EXERCISE OBJECTIVE
In the data below, find every line that has the string "Braille", and copy it.

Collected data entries
※

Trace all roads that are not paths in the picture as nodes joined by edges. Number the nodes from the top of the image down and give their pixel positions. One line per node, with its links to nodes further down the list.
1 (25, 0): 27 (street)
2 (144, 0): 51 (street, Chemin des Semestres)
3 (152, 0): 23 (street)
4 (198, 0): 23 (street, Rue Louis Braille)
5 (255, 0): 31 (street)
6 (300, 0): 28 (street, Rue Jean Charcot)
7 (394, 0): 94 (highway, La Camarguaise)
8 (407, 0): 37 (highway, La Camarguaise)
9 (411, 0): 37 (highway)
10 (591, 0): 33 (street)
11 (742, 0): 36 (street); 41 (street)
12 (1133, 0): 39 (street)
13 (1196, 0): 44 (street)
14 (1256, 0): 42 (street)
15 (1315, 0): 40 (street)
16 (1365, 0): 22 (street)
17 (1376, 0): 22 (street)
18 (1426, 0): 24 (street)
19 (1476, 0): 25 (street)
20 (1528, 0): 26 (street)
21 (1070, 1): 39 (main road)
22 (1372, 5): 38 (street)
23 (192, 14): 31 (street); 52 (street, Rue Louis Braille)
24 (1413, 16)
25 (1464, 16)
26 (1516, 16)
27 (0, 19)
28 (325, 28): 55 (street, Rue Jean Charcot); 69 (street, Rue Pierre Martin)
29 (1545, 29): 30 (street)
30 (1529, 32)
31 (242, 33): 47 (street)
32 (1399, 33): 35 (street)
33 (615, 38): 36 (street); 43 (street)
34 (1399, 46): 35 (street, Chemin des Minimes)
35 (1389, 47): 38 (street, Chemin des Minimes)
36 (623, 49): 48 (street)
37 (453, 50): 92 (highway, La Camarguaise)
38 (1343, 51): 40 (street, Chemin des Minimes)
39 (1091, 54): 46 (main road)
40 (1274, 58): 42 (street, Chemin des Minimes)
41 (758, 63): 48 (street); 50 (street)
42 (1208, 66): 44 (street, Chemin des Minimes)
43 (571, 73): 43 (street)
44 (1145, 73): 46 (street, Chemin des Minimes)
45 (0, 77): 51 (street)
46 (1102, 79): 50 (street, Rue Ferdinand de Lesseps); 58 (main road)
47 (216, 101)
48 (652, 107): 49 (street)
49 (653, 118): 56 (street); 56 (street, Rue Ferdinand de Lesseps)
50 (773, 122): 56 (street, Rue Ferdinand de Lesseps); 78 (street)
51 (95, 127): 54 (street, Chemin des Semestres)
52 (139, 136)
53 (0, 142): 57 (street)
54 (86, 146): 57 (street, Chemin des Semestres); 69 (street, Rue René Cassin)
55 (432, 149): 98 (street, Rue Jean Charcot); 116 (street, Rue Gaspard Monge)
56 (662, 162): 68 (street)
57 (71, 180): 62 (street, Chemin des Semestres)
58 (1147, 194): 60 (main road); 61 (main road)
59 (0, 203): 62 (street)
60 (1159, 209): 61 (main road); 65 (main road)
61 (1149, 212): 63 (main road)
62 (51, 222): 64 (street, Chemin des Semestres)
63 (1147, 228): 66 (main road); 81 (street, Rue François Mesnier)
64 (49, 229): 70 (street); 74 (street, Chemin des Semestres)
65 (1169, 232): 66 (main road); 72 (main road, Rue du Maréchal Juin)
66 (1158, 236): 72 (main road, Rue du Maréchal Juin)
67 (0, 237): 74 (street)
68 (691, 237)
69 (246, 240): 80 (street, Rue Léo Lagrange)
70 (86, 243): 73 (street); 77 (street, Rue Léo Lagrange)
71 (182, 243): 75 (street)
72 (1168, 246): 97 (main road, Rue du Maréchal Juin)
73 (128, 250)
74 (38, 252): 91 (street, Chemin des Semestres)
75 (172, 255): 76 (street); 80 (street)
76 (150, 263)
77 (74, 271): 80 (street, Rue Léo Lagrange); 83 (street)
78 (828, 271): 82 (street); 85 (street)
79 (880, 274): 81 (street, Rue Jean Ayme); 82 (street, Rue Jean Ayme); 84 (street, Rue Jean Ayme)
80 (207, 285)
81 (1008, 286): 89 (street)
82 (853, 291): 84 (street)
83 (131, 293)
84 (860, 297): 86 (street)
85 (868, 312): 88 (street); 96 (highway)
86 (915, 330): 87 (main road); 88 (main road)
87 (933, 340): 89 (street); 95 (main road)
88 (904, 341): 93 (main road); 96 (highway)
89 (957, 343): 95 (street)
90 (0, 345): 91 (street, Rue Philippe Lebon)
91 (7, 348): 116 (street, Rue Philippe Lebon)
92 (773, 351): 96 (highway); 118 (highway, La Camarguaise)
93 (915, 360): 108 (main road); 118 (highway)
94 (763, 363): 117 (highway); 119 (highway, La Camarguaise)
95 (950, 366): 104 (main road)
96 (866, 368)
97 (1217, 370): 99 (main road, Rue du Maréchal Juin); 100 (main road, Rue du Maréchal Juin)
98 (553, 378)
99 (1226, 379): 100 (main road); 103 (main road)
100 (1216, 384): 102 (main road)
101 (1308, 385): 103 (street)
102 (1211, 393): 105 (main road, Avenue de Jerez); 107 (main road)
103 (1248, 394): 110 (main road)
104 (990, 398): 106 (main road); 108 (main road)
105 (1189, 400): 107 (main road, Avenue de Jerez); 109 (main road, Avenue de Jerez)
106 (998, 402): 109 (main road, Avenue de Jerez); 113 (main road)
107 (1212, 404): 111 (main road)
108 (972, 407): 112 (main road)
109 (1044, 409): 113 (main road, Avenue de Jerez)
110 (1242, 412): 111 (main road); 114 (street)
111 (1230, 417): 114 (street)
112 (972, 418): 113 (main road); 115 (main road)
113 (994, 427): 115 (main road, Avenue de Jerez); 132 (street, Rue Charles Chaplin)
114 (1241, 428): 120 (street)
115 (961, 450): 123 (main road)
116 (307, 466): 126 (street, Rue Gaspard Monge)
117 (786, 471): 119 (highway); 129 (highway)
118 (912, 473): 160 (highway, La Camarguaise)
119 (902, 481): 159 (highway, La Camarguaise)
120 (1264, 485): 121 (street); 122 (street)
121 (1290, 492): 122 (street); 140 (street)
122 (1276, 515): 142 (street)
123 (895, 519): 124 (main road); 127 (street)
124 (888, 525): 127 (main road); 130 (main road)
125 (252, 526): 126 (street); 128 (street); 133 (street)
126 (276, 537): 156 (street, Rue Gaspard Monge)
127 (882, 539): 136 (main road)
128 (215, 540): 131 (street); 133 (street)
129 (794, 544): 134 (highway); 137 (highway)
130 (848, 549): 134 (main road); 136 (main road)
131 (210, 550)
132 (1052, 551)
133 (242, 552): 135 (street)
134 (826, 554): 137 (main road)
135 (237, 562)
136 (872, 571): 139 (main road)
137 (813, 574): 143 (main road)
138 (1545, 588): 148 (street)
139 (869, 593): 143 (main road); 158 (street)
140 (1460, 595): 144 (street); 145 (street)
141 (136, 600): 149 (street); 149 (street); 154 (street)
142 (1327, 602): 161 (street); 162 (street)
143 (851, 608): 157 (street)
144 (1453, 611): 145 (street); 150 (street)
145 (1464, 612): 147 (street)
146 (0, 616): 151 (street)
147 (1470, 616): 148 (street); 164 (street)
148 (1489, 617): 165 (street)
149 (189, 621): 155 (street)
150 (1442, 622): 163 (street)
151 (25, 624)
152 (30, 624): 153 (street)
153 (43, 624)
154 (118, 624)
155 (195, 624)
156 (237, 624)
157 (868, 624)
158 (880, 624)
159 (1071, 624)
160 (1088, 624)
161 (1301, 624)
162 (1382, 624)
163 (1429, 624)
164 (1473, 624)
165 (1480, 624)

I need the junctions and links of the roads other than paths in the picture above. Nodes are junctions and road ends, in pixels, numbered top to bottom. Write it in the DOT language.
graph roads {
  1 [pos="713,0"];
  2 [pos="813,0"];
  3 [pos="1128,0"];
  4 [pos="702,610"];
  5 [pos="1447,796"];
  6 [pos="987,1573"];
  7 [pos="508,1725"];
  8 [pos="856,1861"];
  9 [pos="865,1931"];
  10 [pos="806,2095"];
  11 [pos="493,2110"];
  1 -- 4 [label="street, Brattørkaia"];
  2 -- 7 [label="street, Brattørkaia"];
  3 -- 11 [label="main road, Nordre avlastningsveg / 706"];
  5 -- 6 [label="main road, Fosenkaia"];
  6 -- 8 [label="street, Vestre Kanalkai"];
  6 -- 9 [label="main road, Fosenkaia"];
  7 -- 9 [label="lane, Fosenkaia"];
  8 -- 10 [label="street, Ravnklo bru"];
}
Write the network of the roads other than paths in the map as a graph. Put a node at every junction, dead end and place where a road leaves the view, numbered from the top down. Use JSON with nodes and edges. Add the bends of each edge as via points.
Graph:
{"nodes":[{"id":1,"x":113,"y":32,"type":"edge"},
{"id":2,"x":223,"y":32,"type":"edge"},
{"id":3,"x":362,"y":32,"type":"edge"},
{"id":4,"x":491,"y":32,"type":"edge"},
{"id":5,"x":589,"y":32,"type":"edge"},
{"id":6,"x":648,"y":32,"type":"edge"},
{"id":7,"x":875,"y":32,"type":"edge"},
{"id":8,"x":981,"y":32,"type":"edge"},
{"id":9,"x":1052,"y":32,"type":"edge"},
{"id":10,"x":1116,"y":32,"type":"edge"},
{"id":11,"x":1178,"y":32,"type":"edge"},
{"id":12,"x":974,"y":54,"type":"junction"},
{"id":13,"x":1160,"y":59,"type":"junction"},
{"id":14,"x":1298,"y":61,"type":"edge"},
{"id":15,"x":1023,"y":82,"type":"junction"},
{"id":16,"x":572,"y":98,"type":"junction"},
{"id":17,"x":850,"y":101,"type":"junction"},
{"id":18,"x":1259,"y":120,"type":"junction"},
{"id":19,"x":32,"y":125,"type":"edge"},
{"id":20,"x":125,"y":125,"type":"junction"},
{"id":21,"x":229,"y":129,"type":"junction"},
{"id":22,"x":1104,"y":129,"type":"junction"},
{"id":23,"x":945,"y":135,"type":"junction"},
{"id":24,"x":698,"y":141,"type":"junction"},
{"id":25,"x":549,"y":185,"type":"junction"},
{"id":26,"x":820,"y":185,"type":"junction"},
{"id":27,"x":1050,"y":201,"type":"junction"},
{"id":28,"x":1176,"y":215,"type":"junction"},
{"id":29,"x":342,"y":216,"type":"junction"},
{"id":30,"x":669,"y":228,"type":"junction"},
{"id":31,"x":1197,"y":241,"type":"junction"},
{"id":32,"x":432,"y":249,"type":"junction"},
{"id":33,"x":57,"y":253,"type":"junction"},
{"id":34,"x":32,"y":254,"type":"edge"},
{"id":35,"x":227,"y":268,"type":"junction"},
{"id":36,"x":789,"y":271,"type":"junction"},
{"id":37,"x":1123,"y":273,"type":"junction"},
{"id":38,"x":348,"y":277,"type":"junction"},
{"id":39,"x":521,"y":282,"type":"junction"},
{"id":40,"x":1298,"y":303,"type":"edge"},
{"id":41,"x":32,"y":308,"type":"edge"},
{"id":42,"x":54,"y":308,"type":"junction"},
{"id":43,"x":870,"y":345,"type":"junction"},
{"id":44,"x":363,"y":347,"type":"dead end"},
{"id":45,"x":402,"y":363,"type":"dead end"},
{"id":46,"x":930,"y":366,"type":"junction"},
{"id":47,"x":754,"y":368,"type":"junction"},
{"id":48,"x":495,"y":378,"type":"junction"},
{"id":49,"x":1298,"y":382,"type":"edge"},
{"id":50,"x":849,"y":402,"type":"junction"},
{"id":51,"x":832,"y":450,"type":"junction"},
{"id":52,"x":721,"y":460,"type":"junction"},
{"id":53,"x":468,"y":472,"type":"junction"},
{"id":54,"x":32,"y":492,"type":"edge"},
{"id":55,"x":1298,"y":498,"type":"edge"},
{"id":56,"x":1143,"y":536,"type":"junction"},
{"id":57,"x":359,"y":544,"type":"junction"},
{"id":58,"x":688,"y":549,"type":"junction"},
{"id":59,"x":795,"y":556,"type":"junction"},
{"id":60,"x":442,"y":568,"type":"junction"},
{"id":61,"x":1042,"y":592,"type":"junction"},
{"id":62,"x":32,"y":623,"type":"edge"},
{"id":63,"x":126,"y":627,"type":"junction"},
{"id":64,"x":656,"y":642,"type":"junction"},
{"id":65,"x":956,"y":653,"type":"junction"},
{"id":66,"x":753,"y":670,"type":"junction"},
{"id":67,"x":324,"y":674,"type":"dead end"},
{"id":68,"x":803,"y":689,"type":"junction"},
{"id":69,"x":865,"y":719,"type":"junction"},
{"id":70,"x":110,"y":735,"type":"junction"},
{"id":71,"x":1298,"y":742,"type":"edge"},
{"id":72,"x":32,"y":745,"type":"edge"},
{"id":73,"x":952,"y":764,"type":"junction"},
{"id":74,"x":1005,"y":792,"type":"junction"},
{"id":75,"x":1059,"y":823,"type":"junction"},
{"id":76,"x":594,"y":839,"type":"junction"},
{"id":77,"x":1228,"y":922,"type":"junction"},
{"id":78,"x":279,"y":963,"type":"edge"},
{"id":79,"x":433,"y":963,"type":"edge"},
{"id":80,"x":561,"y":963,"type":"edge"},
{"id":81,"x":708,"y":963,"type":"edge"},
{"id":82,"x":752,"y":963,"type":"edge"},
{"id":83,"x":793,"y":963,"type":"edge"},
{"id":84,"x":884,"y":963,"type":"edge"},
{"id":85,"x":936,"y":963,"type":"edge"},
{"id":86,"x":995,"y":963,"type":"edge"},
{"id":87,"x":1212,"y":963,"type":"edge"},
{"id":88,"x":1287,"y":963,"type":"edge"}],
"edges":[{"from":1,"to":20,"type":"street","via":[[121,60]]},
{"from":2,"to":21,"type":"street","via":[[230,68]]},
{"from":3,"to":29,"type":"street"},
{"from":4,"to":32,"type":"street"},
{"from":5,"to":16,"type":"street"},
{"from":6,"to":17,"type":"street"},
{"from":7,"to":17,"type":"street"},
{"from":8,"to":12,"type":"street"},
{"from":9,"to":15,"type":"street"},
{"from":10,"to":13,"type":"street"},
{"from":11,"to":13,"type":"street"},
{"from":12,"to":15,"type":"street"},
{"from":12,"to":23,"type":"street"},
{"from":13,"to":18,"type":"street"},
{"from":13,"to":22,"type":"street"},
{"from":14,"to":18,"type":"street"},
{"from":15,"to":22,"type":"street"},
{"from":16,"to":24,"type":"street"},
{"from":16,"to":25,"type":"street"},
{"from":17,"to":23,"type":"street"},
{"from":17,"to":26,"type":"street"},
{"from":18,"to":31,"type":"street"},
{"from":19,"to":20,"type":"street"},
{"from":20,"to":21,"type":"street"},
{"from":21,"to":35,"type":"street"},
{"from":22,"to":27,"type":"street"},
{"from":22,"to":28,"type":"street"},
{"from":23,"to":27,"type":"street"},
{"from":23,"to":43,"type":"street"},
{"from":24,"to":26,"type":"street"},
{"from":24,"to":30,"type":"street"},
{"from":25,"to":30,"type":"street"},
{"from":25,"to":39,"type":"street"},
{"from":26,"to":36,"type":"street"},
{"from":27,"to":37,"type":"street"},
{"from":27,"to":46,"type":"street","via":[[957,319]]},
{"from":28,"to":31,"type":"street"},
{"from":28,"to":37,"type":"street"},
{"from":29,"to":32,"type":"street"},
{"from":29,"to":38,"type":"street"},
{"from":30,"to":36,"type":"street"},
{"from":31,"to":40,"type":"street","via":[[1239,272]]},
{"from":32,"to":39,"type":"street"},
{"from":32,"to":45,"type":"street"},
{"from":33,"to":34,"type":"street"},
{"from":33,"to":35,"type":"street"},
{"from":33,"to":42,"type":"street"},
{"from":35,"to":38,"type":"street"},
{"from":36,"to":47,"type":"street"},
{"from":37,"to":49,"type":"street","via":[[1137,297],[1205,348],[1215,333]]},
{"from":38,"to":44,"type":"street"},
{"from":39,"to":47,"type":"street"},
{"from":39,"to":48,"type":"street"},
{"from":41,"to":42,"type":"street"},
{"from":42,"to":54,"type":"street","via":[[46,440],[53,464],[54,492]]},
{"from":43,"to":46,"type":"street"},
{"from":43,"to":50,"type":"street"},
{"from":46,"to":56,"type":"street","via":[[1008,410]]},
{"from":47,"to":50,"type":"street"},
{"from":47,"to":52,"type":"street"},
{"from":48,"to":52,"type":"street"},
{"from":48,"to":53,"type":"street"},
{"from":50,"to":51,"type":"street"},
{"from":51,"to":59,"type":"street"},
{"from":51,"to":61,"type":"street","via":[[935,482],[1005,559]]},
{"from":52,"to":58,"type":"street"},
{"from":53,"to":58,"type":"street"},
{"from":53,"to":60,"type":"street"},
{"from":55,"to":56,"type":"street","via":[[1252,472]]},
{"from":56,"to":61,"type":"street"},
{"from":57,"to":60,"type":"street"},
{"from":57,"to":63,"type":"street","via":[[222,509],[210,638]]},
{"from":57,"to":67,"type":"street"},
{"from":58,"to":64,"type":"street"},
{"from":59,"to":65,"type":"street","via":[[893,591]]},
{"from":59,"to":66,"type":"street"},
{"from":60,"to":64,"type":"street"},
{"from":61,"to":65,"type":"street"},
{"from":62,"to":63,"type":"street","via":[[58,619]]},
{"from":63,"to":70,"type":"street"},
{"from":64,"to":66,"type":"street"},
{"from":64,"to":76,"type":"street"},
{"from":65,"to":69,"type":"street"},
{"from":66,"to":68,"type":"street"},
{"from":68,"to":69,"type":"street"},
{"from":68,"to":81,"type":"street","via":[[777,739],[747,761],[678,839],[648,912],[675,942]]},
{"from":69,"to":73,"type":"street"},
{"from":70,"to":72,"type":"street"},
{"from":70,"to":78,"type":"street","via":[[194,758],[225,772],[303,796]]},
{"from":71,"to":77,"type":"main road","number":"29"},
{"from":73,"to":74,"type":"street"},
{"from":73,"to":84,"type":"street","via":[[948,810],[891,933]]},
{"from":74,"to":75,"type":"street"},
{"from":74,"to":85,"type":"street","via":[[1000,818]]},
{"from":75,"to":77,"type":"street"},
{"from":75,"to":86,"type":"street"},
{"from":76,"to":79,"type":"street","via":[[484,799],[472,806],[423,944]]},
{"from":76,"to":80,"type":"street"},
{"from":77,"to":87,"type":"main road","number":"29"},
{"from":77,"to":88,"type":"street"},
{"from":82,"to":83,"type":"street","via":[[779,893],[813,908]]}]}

※

TASK OUTPUT
4 (198, 0): 23 (street, Rue Louis Braille)
23 (192, 14): 31 (street); 52 (street, Rue Louis Braille)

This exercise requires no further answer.